Italy (illustrative)
Italy (illustrative)Reuters

Italian police are investigating the theft of a “stumbling stone” Holocaust memorial to an Auschwitz victim.

The memorial, a gold-colored cobblestone-sized monument embedded in a sidewalk, was stolen last week just a month after it was placed in Collegno, a suburb of Turin in northwest Italy.

Collegno Mayor Francesco Casciano called the theft a “deplorable act that goes beyond vandalism” as it took place at “a time when a resurgence of neo-fascism” threatens democratic society.

The stumbling stone commemorated Massimo De Benedetti, who was deported from Collegno and killed in Auschwitz in October 1944.

The theft was the latest in a spate of vandal attacks on stumbling stone memorials in Italy in recent weeks. These included the theft of one in Venice and defacement of one in Milan.

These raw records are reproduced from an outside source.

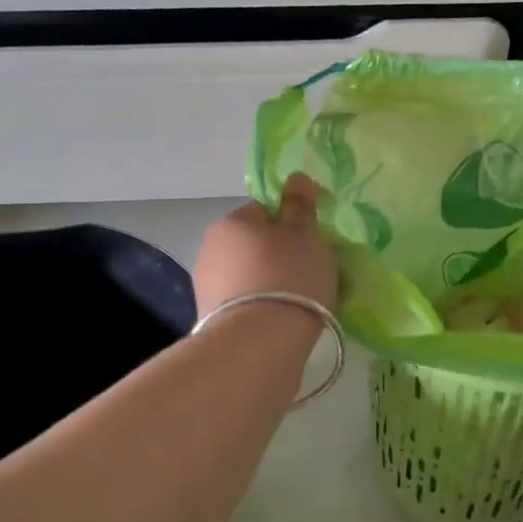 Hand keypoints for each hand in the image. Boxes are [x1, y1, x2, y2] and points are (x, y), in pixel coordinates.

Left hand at [193, 173, 338, 321]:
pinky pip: (248, 305)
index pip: (264, 211)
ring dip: (274, 285)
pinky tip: (286, 324)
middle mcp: (211, 249)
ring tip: (305, 305)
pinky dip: (266, 310)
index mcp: (232, 222)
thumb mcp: (304, 233)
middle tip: (315, 276)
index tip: (312, 246)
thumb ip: (300, 205)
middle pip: (257, 246)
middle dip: (282, 257)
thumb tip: (296, 177)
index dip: (291, 226)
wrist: (258, 344)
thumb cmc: (288, 276)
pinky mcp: (212, 321)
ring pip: (252, 277)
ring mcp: (207, 288) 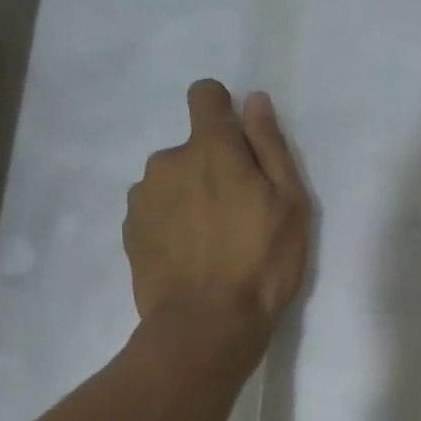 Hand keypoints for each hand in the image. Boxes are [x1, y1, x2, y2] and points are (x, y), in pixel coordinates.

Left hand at [124, 79, 310, 334]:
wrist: (207, 325)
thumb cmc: (262, 261)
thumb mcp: (290, 203)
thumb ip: (270, 146)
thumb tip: (256, 102)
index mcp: (211, 148)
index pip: (205, 95)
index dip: (224, 109)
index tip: (240, 142)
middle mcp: (168, 161)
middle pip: (193, 146)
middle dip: (215, 165)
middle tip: (241, 211)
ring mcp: (143, 196)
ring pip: (173, 179)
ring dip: (192, 194)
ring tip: (215, 238)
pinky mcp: (130, 229)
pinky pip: (157, 209)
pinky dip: (173, 221)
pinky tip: (192, 255) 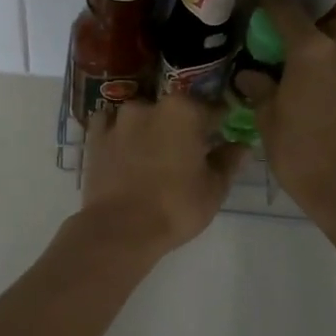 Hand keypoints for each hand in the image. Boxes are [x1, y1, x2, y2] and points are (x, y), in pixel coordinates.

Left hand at [78, 95, 243, 258]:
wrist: (119, 230)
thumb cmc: (175, 207)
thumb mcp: (214, 188)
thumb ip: (229, 161)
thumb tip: (241, 145)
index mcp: (184, 110)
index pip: (213, 108)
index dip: (220, 123)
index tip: (223, 136)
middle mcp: (150, 105)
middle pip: (175, 111)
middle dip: (183, 126)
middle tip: (188, 153)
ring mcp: (118, 119)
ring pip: (142, 116)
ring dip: (150, 128)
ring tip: (153, 155)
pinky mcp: (94, 137)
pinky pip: (111, 126)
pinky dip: (120, 134)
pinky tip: (124, 150)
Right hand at [251, 0, 335, 221]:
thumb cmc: (304, 156)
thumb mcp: (270, 123)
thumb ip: (261, 91)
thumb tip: (250, 75)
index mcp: (312, 51)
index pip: (288, 12)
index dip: (271, 2)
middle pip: (335, 20)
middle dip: (319, 23)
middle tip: (301, 40)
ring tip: (323, 68) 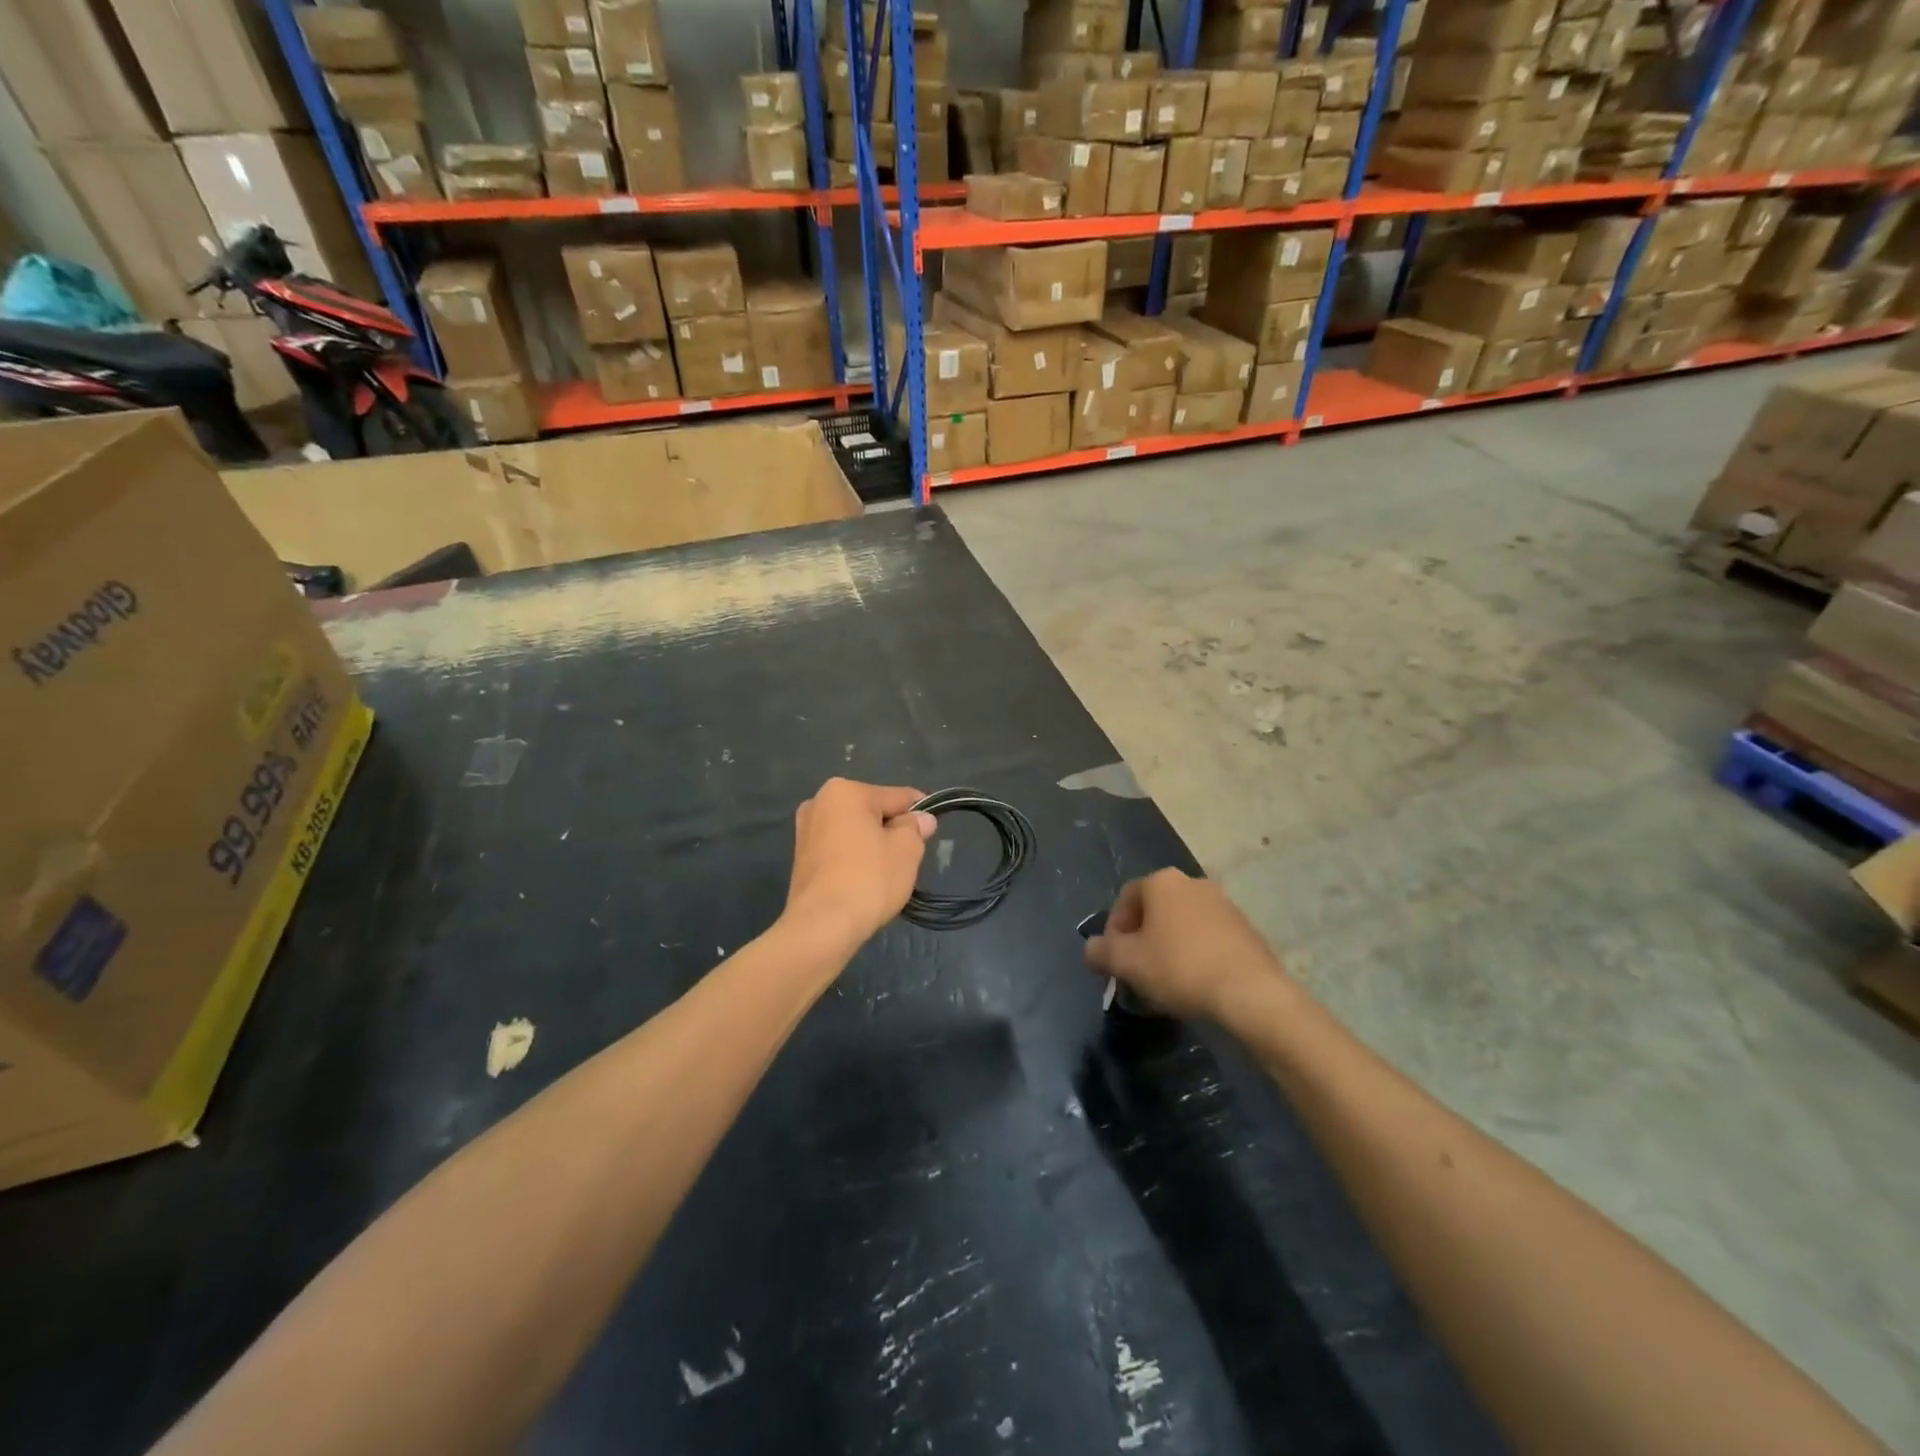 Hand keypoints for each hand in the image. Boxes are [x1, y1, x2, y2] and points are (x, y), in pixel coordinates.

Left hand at [784, 779, 936, 950]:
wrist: (822, 926)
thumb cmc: (868, 879)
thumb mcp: (906, 849)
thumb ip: (916, 828)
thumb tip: (921, 819)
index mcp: (845, 791)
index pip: (897, 796)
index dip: (919, 813)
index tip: (932, 831)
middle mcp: (819, 802)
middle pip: (873, 812)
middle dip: (892, 831)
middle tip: (908, 859)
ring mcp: (806, 831)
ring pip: (856, 832)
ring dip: (873, 847)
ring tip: (886, 875)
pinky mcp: (801, 858)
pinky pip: (840, 850)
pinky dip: (855, 860)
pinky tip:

The incidents have taken place in the run-up to general elections scheduled for March 4, in which the populist Five Star Movement and far-right League Party are expected to make strong showings.

On Feb. 3, a far-right activist and League supporter wounded six African migrants in a drive-by shooting in the central Italian town of Macerata. On Tuesday, Italy’s Jewish leadership issued formal backing for a national anti-fascist demonstration scheduled to take place in Rome on Saturday but said it would not officially take part because of Shabbat.